Two representatives from the Stettler RCMP made a presentation to Stettler town council on Tues., April 15, laying out objectives for this year.
“We want to push our presence more in rural areas,” said Cpl. Cameron Russell.
He pointed out that when people in rural areas don’t see much of a police presence, they don’t think to call the RCMP when there are problems, and the police want to change that.
Russell and Sgt. Duncan Babchuk presented four main points where the RCMP plans to improve this year.
The police plan to improve traffic regulation and enforcement, particularly in rural areas.
The way to achieve this objective is to sway drivers from committing offences that may cause car accidents and injuries.

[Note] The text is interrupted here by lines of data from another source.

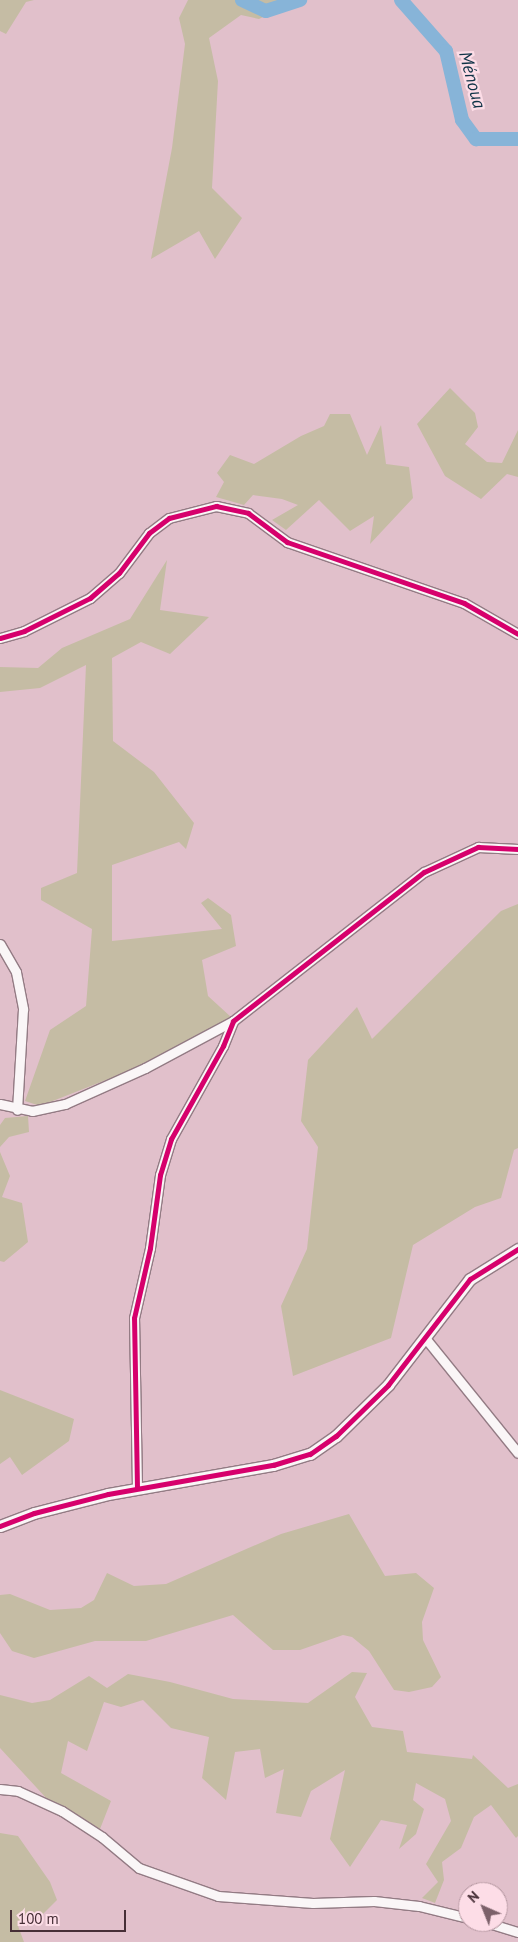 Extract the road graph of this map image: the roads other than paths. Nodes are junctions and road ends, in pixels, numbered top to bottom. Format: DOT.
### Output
graph roads {
  1 [pos="518,634"];
  2 [pos="0,638"];
  3 [pos="518,849"];
  4 [pos="0,944"];
  5 [pos="233,1021"];
  6 [pos="0,1104"];
  7 [pos="17,1110"];
  8 [pos="518,1249"];
  9 [pos="426,1339"];
  10 [pos="518,1453"];
  11 [pos="137,1488"];
  12 [pos="0,1526"];
  13 [pos="0,1789"];
  14 [pos="458,1916"];
  1 -- 2 [label="street"];
  3 -- 5 [label="street"];
  4 -- 7 [label="street"];
  5 -- 7 [label="street"];
  5 -- 11 [label="street"];
  6 -- 7 [label="street"];
  8 -- 9 [label="street"];
  9 -- 10 [label="street"];
  9 -- 11 [label="street"];
  11 -- 12 [label="street"];
  13 -- 14 [label="street"];
} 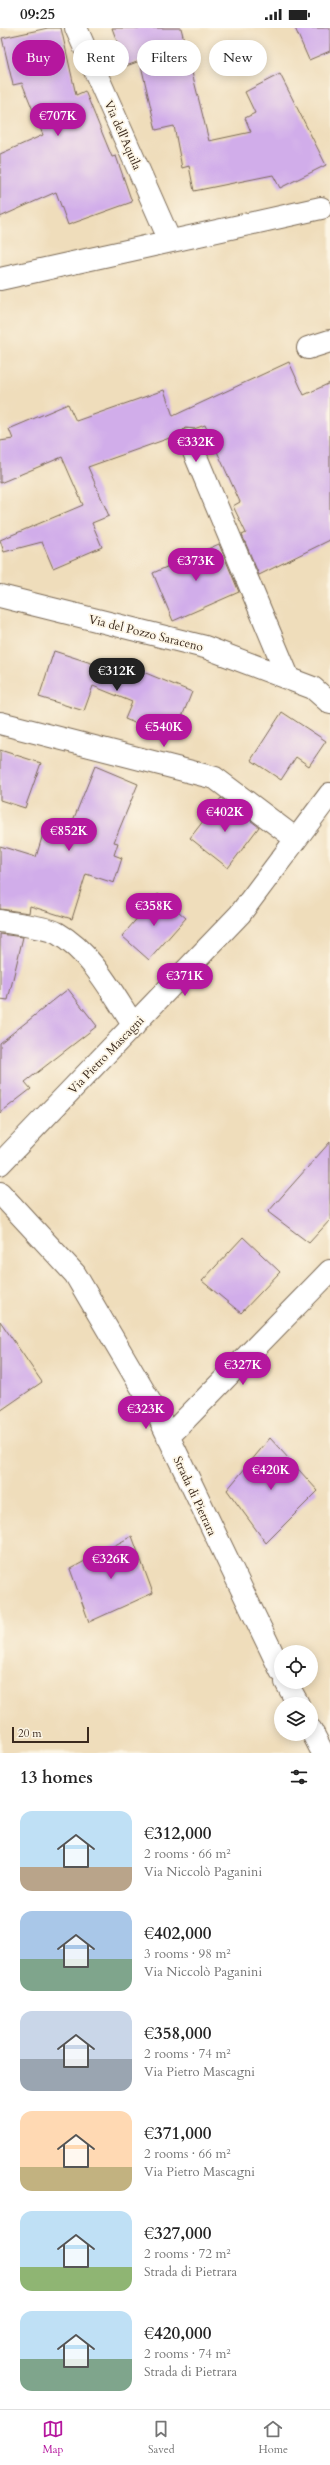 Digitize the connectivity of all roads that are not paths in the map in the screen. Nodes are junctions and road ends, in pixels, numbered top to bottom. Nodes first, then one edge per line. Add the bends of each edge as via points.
1 (76, 28) edge
2 (321, 208) dead end
3 (170, 241) junction
4 (0, 279) edge
5 (330, 341) edge
6 (308, 348) dead end
7 (189, 440) dead end
8 (0, 596) edge
9 (289, 679) junction
10 (330, 703) edge
11 (0, 723) edge
12 (330, 794) edge
13 (296, 839) junction
14 (0, 921) edge
15 (134, 1026) junction
16 (0, 1164) edge
17 (0, 1193) edge
18 (330, 1271) edge
19 (168, 1437) junction
20 (274, 1657) edge
21 (317, 1741) edge
22 (323, 1753) edge

1 - 3 street, Via dell'Aquila
2 - 3 street
3 - 4 street
5 - 6 street
7 - 9 street
8 - 9 street, Via del Pozzo Saraceno via 205,647
9 - 10 street, Via del Pozzo Saraceno via 313,688
11 - 13 street via 215,778
12 - 13 street, Via Pietro Mascagni
13 - 15 street, Via Pietro Mascagni via 240,914
14 - 15 street via 56,933 82,952
15 - 16 street, Via Pietro Mascagni
17 - 19 street, Strada di Pietrara via 75,1274
18 - 19 street
19 - 20 street, Strada di Pietrara
21 - 22 street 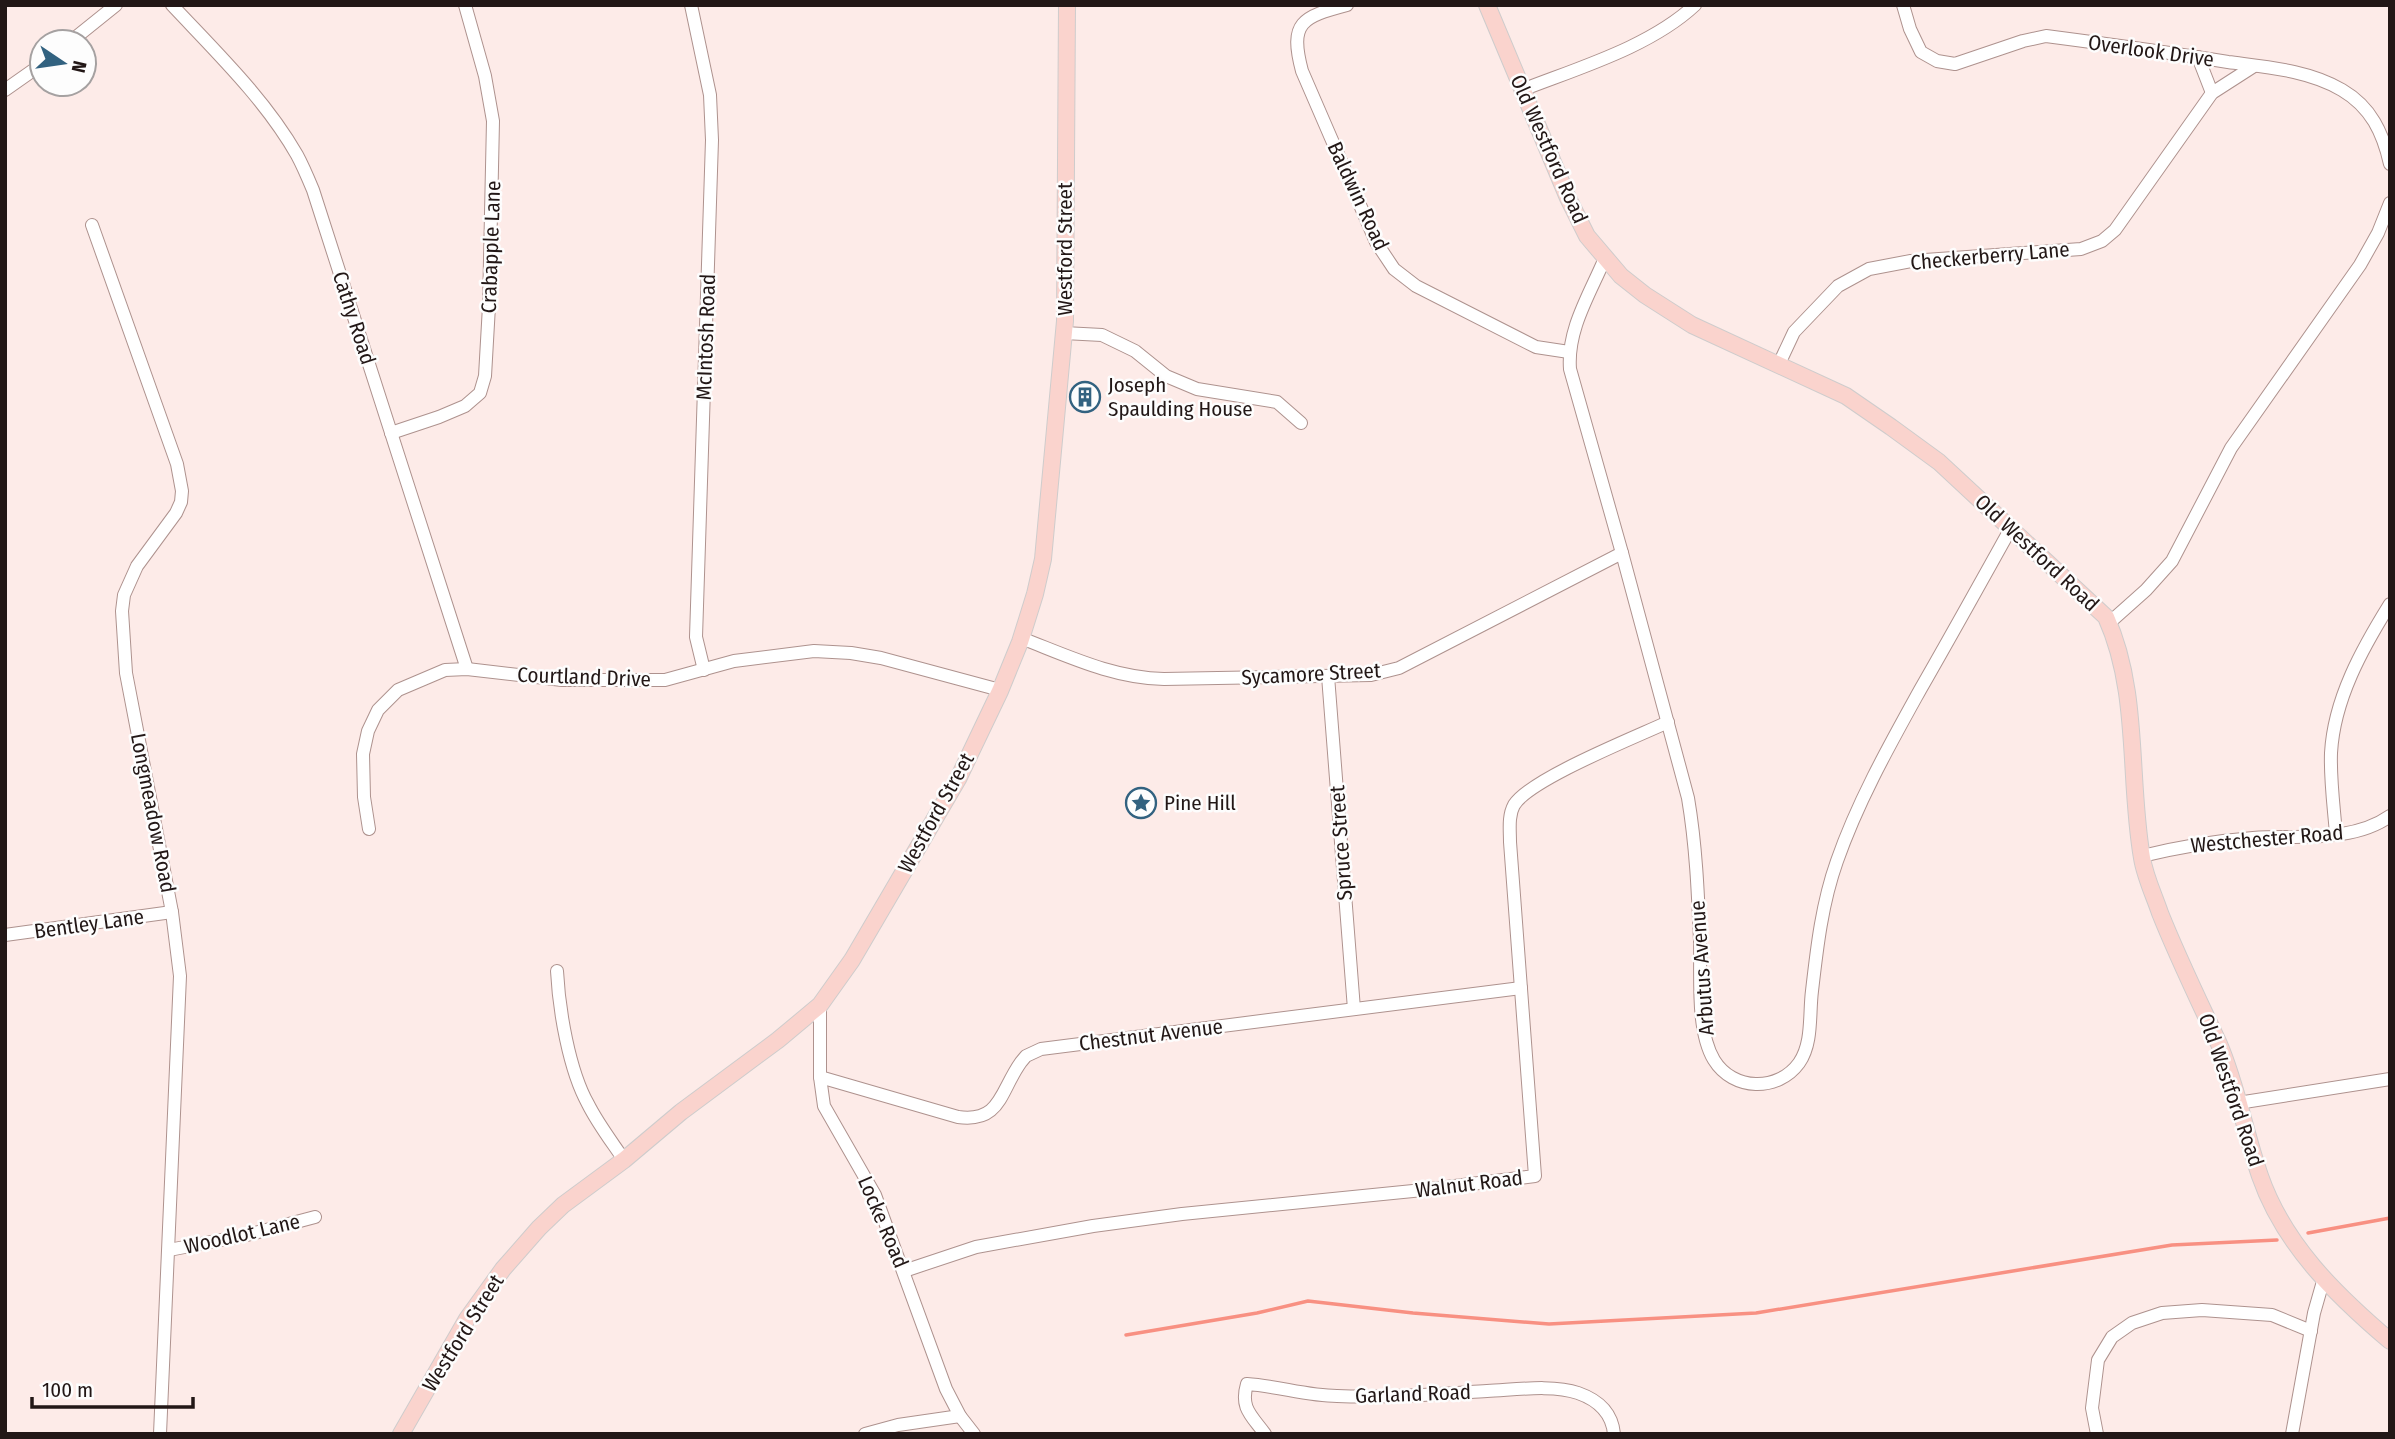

The Stettler detachment is also planning on educating youth about bicycle safety. The goal for this objective is to increase the number of provincial traffic charges and increase number of commercial vehicle enforcement actions.
Babchuk and Russell talked about how drinking and driving has received a lot of awareness and media attention, but the correlation between alcohol and a variety of other crimes has not. Alcohol has been linked to domestic violence, robbery, assault, and sexual assault.
“We spent a lot of time dealing with domestic issues (this winter),” Babchuk said.
To combat this, the Stettler RCMP plans to enhance enforcement in recreation areas such as Buffalo Lake and campgrounds in the area. They will also step up presentations to youth on alcohol related topics.
The Stettler RCMP also wants to prevent drug use among youth, by expanding drug education programs and by raising the number of drug distribution charges.
The last goal for 2014-2015 is to reduce property and natural resource crimes. The RCMP plans to do this by getting the local population to report crimes in both rural and urban areas. They want to strengthen Stettler’s “Citizens on Patrol” group, renew bicycle patrols in town, increase rural enforcement initiatives, and organize rural crime watch groups.
The RCMP report gave a summary on the difference in charges between 2012 and 2013. There was a decrease of 38.5 per cent of youth crimes in 2013. The number of adults charged also declined in 2013 by 17.9 per cent as compared to 2012.